» **PROBLEM DESCRIPTION**
Produce a verbatim copy of the following records, leaving out all pictures.

(Stored data)
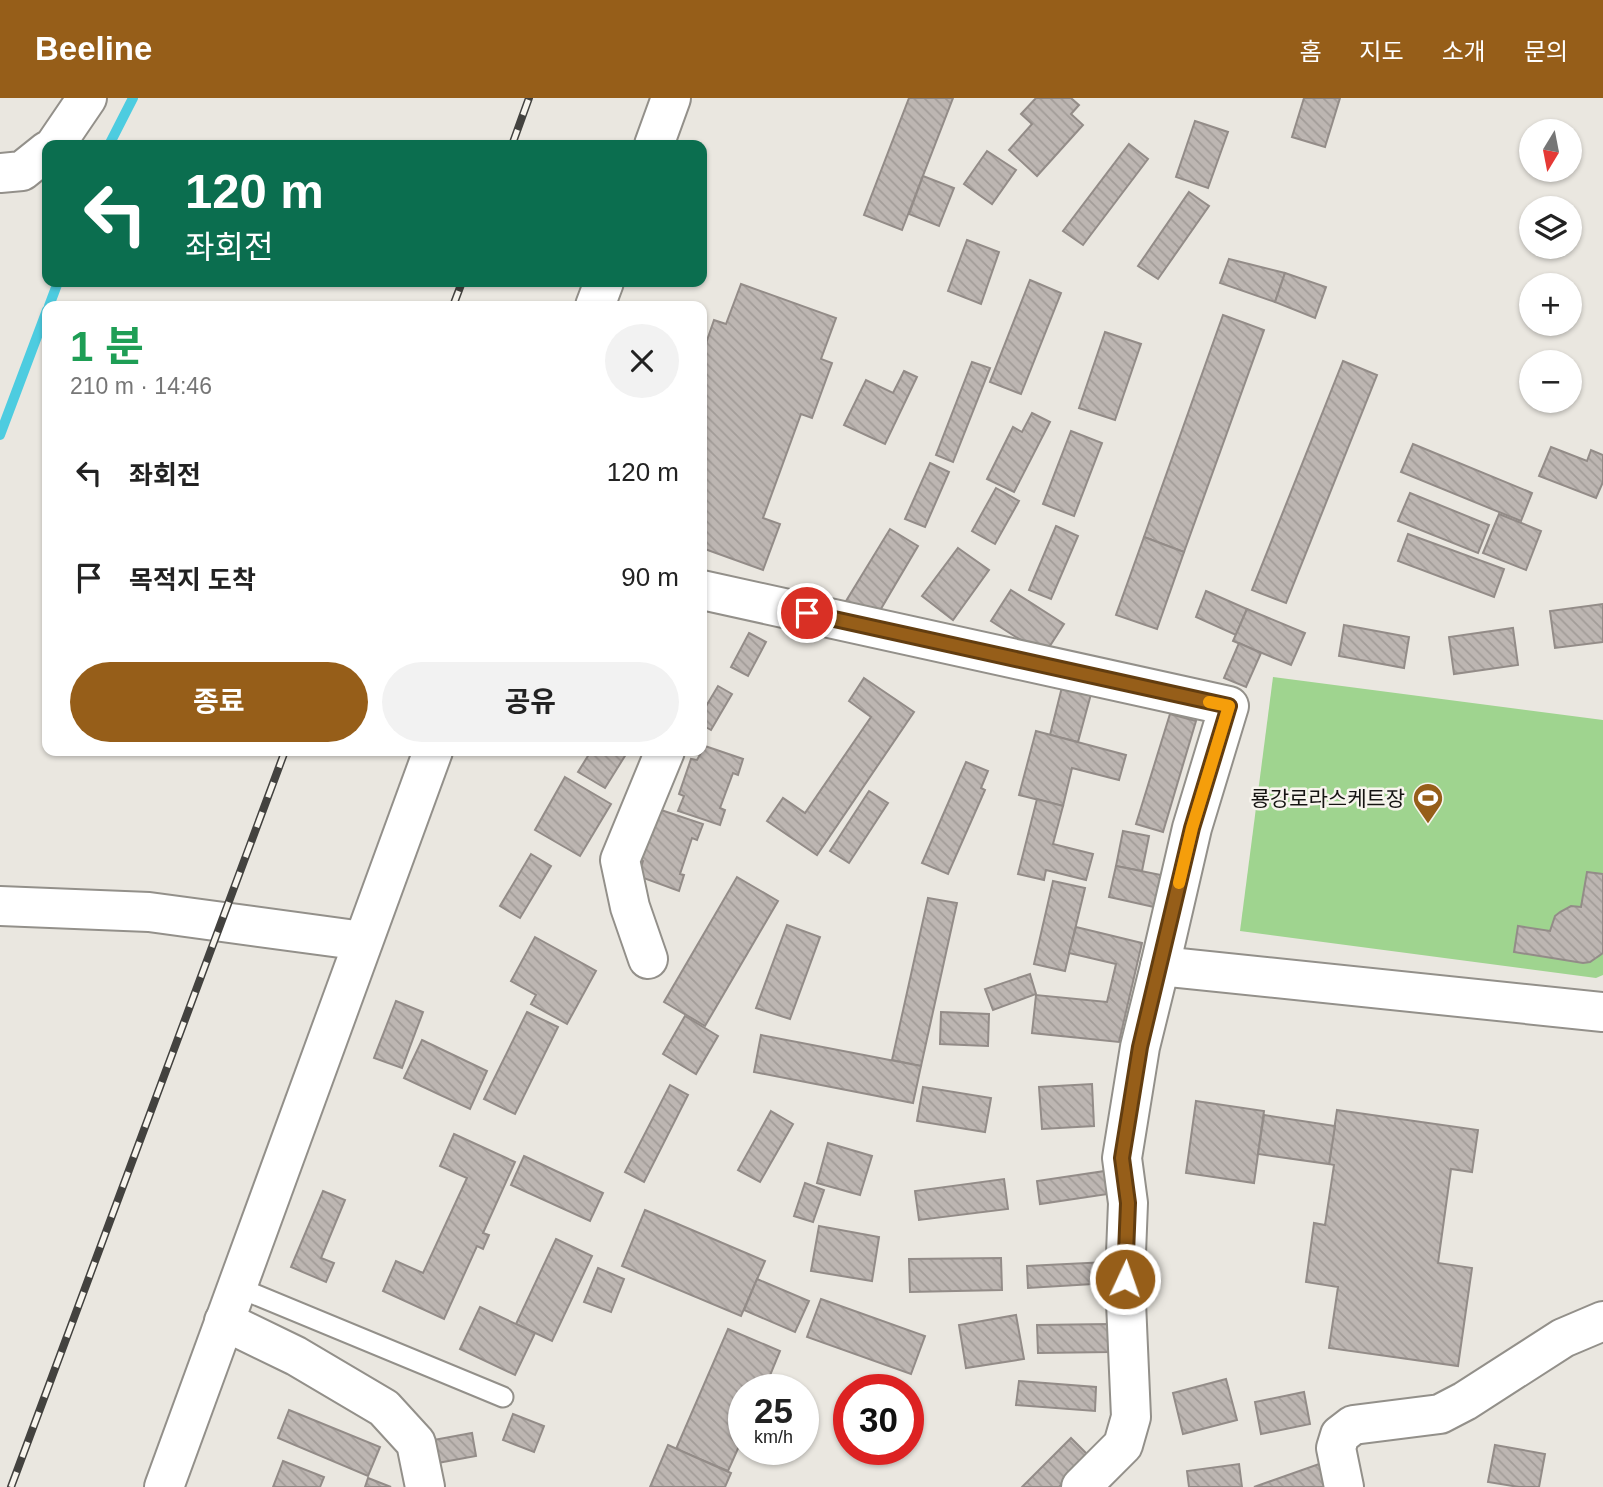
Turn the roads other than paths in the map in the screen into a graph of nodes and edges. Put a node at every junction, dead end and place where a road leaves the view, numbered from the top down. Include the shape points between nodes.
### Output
1 (87, 98) edge
2 (671, 98) edge
3 (58, 140) edge
4 (656, 140) edge
5 (42, 155) edge
6 (0, 173) edge
7 (707, 591) edge
8 (431, 756) edge
9 (663, 756) edge
10 (0, 905) edge
11 (363, 941) junction
12 (648, 958) dead end
13 (1160, 966) junction
14 (1603, 1012) edge
15 (230, 1304) junction
16 (1603, 1321) edge
17 (503, 1397) dead end
18 (164, 1487) edge
19 (425, 1487) edge
20 (1081, 1487) edge
21 (1344, 1487) edge

1 - 3 street
2 - 4 street
5 - 6 street via 23,171
7 - 13 street via 1229,706 1192,828
8 - 11 street
9 - 12 street via 620,860
10 - 11 street via 149,912
11 - 15 street
13 - 14 street
13 - 20 street via 1140,1047 1122,1158 1128,1203 1125,1279 1131,1417 1123,1445
15 - 17 lane
15 - 18 street
15 - 19 street via 296,1356 384,1408 416,1443
16 - 21 street via 1563,1338 1440,1413 1353,1424 1340,1435 1336,1448

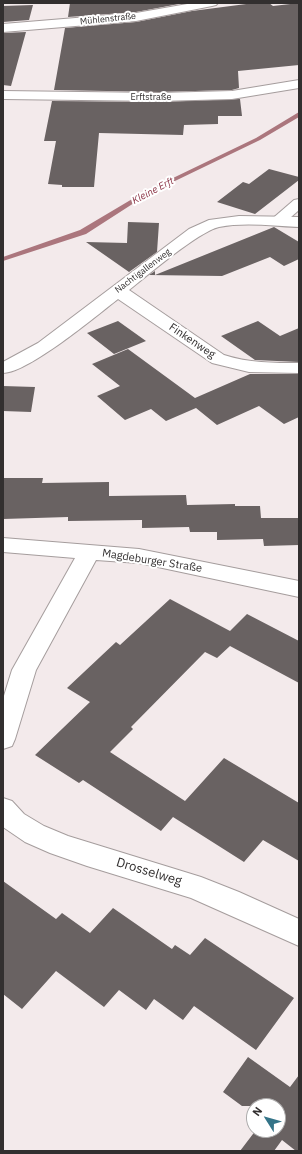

» **RESPONSE TO THE EXERCISE**
Turn the roads other than paths in the map in the screen into a graph of nodes and edges. Put a node at every junction, dead end and place where a road leaves the view, numbered from the top down. Include the shape points between nodes.
### Output
1 (87, 98) edge
2 (671, 98) edge
3 (58, 140) edge
4 (656, 140) edge
5 (42, 155) edge
6 (0, 173) edge
7 (707, 591) edge
8 (431, 756) edge
9 (663, 756) edge
10 (0, 905) edge
11 (363, 941) junction
12 (648, 958) dead end
13 (1160, 966) junction
14 (1603, 1012) edge
15 (230, 1304) junction
16 (1603, 1321) edge
17 (503, 1397) dead end
18 (164, 1487) edge
19 (425, 1487) edge
20 (1081, 1487) edge
21 (1344, 1487) edge

1 - 3 street
2 - 4 street
5 - 6 street via 23,171
7 - 13 street via 1229,706 1192,828
8 - 11 street
9 - 12 street via 620,860
10 - 11 street via 149,912
11 - 15 street
13 - 14 street
13 - 20 street via 1140,1047 1122,1158 1128,1203 1125,1279 1131,1417 1123,1445
15 - 17 lane
15 - 18 street
15 - 19 street via 296,1356 384,1408 416,1443
16 - 21 street via 1563,1338 1440,1413 1353,1424 1340,1435 1336,1448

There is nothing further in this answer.